Hara mengangguk, akhirnya memahami maksud dari rekan-rekan sekelasnya itu, "Jadi tidak masalah kalau Isogai-kun dimiliki pria begitu?"
"Tentu saja!" Yuzuki Fuwa ikut nimbrung, menarik kursi dari meja Nagisa Shiota dan meletakkannya dekat dengan tempat Megu berdiri, "Bayangkan kemesraan sepasang lelaki, yang berkeringat, saling mengerang. Kedua tangan saling menyentuh dan meraba. Lidah mencium dan menjilat bagian-bagian sensitif dan terlarang dari tubuh pasangannya. Kemudian kenikmatan yang tiada tara akan mereka rasakan ketika—"
"INTINYA!" Kayano memotong bayangan Fuwa yang sudah kelewat liar dengan wajah memerah dan bibir yang gemetar. Rupanya, bayangan Fuwa juga sama seperti apa yang ada di dalam kepalanya, "Karena aku wanita, dan kita semua wanita, kita tidak akan rela kalau ada wanita lain yang memiliki Isogai-kun!"
"Jadi kalian harus membuat Isogai-kun menyukai lelaki," Kirara Hazama menambahkan, "Isogai-kun menyukai wanita bukan?
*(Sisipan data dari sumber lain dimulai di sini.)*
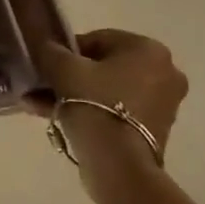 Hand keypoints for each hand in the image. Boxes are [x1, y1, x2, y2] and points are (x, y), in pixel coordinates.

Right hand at [27, 29, 187, 185]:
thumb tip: (46, 48)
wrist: (118, 163)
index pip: (97, 39)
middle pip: (103, 67)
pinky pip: (116, 111)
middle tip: (41, 87)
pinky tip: (57, 119)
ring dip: (73, 96)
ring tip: (40, 106)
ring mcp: (163, 103)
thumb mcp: (62, 69)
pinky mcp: (155, 129)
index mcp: (149, 49)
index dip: (66, 52)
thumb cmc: (94, 103)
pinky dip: (91, 112)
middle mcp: (164, 72)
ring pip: (106, 91)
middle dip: (68, 77)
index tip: (46, 67)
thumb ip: (50, 51) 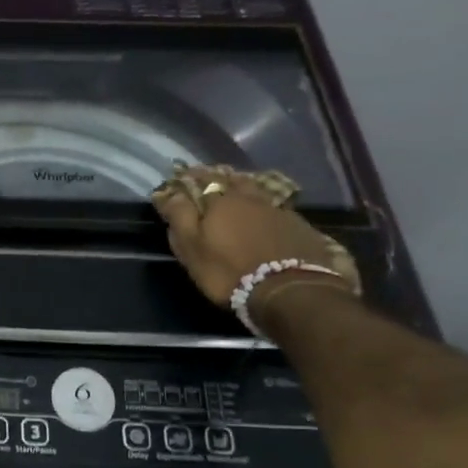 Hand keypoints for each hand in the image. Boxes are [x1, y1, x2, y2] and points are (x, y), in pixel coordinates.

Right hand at [154, 171, 358, 320]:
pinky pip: (277, 207)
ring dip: (244, 188)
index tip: (181, 176)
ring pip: (257, 190)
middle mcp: (250, 197)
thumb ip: (179, 217)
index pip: (201, 179)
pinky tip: (265, 215)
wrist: (287, 290)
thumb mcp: (191, 248)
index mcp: (220, 200)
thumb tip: (168, 193)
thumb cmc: (228, 270)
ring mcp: (278, 209)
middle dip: (219, 177)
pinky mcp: (299, 225)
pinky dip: (266, 207)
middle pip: (233, 179)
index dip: (190, 177)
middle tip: (211, 180)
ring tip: (237, 193)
Akan jadi kisah yang tragis apabila rencana kalian tidak berjalan sebagaimana mestinya. Kalau Isogai-kun sudah menyukai wanita, akan sulit membuatnya menyukai pria kan?"
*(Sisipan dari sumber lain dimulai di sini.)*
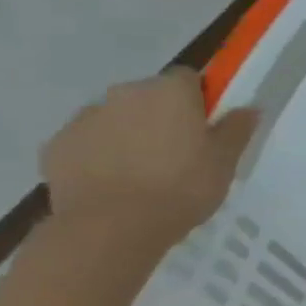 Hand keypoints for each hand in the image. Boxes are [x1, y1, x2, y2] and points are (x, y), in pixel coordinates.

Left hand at [40, 69, 256, 254]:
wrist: (111, 227)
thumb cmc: (181, 188)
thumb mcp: (225, 161)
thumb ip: (236, 129)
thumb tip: (248, 108)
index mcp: (170, 92)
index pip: (188, 78)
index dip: (198, 100)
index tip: (206, 127)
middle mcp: (125, 93)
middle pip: (148, 96)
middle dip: (161, 116)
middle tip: (177, 153)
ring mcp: (85, 118)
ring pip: (115, 118)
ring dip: (128, 134)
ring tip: (142, 173)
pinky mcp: (56, 145)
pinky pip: (87, 142)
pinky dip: (99, 155)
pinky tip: (113, 184)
"Kita tinggal buat pria lain menyukai Isogai-kun!" gadis berambut ungu muda itu meloncat dengan penuh semangat di dalam layar telepon genggam milik Megu, manik biru langitnya dengan penuh semangat menatap rekan-rekannya, "Kita tinggal buat, katakan saja Maehara-kun untuk menyukai Isogai-kun kan?"
"TIDAK!" Kayano berteriak, hampir menangis setelah mendengar saran dari Ritsu, berubah panik, dan wajahnya memerah, manik hijau keemasannya memohon, "Jangan anak-anak dari kelas 3-E."
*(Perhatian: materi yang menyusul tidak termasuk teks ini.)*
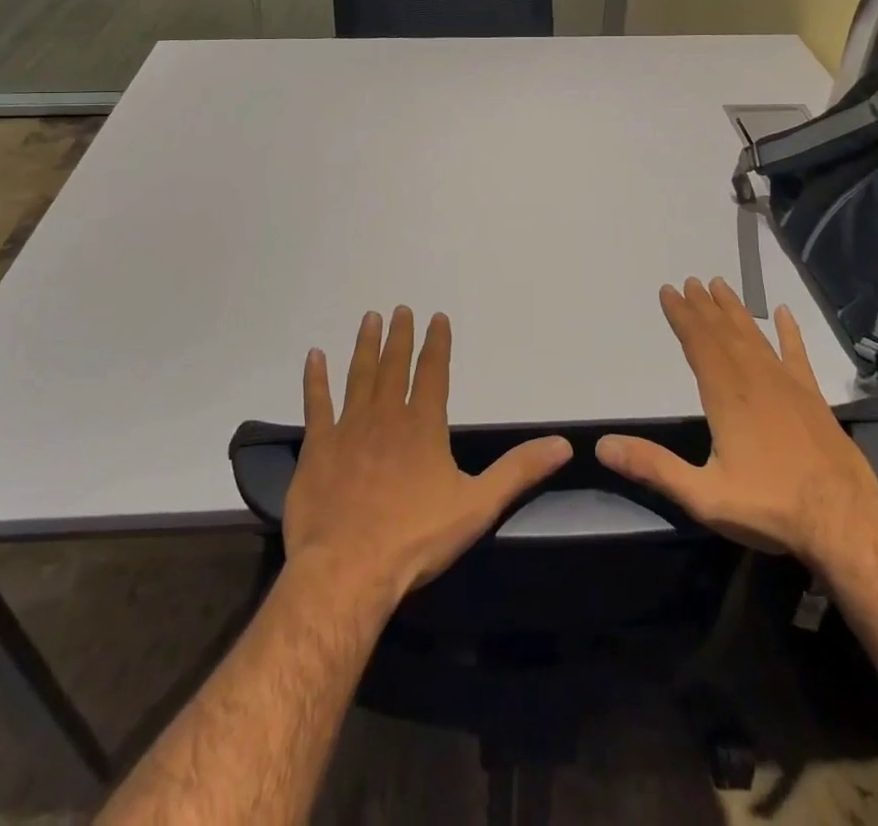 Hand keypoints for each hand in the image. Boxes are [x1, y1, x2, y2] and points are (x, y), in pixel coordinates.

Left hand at [284, 307, 572, 612]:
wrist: (348, 569)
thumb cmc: (416, 538)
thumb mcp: (478, 505)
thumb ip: (519, 471)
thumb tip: (564, 444)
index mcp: (423, 425)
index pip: (433, 373)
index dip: (437, 344)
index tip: (436, 317)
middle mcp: (385, 415)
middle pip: (394, 365)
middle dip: (399, 336)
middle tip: (400, 309)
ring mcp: (348, 428)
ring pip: (358, 375)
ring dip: (364, 346)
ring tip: (369, 318)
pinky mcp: (317, 447)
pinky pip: (316, 404)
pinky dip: (315, 379)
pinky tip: (314, 356)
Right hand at [595, 277, 877, 570]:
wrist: (843, 522)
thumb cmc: (769, 506)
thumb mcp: (702, 495)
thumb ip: (654, 467)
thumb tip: (603, 446)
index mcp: (726, 395)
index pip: (698, 343)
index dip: (682, 316)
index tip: (668, 291)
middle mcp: (755, 379)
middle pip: (724, 333)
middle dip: (703, 307)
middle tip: (689, 282)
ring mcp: (787, 385)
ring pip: (755, 337)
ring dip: (735, 311)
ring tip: (720, 286)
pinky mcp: (813, 398)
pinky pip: (797, 354)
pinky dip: (789, 332)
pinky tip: (783, 313)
"Yang penting kita harus membuat cowok lain naksir Isogai-kun duluan kan?" Yukiko Kanzaki, sang Ratu Game itu menenangkan Kayano dengan cara mengelus kepalanya. Kayano menangis tersedu-sedu di bahu gadis tercantik di kelas E tersebut, membuat Kanzaki sekarang mengelus punggung Kayano, "Sudah ada ide?"
"Anoo," manik ungu brilliant miliknya tersembunyi dalam bingkai bening kacamara. Rambut gelapnya terkepang rapi, diikat diujungnya dengan menggunakan pita putih, Manami Okuda dengan malu-malu mengangkat tangan kanannya. Dengan tangan kirinya ia mempersembahkan sebuah botol berukuran sedang yang berisi cairan bening. Sekilas tidak mencurigakan dan tidak membahayakan, karena apapun yang ada di dalam sana tampak seperti ait mineral, "Mungkin kita bisa pakai ini…?"
.
.
A Trip to Teikobelong to Arleinne Karale
Assassination Classroom belong to Yuusei Matsui
Kuroko no Basket belong to Tadatoshi Fujimaki
An Entry for Yuumafantasia Event
A Semi-Canon, possibly out of character, lot of typos, semi rated-M story with slash pair (kinda)
Read at your own risk
.
.
Sebetulnya, Yuuma Isogai tidak terlalu setuju dengan trip mereka kali ini. Tapi karena semua biaya transportasi dan akomodasi ditanggung oleh pihak Kementerian Pertahanan, siapalah ia bisa menolak? Lagipula kapan lagi bisa jalan-jalan gratis bukan? Apalagi gratis disini termasuk makan dan uang jajan. Ia bisa membeli banyak makanan enak dan murah yang bisa ia bawakan untuk keluarganya di rumah. Plus, biasanya trip dari Kementerian Pertahanan menyajikan tempat yang mewah dengan makanan prasmanan, jadi Isogai bisa menyimpan beberapa masakan yang tahan lama untuk dibawa pulang.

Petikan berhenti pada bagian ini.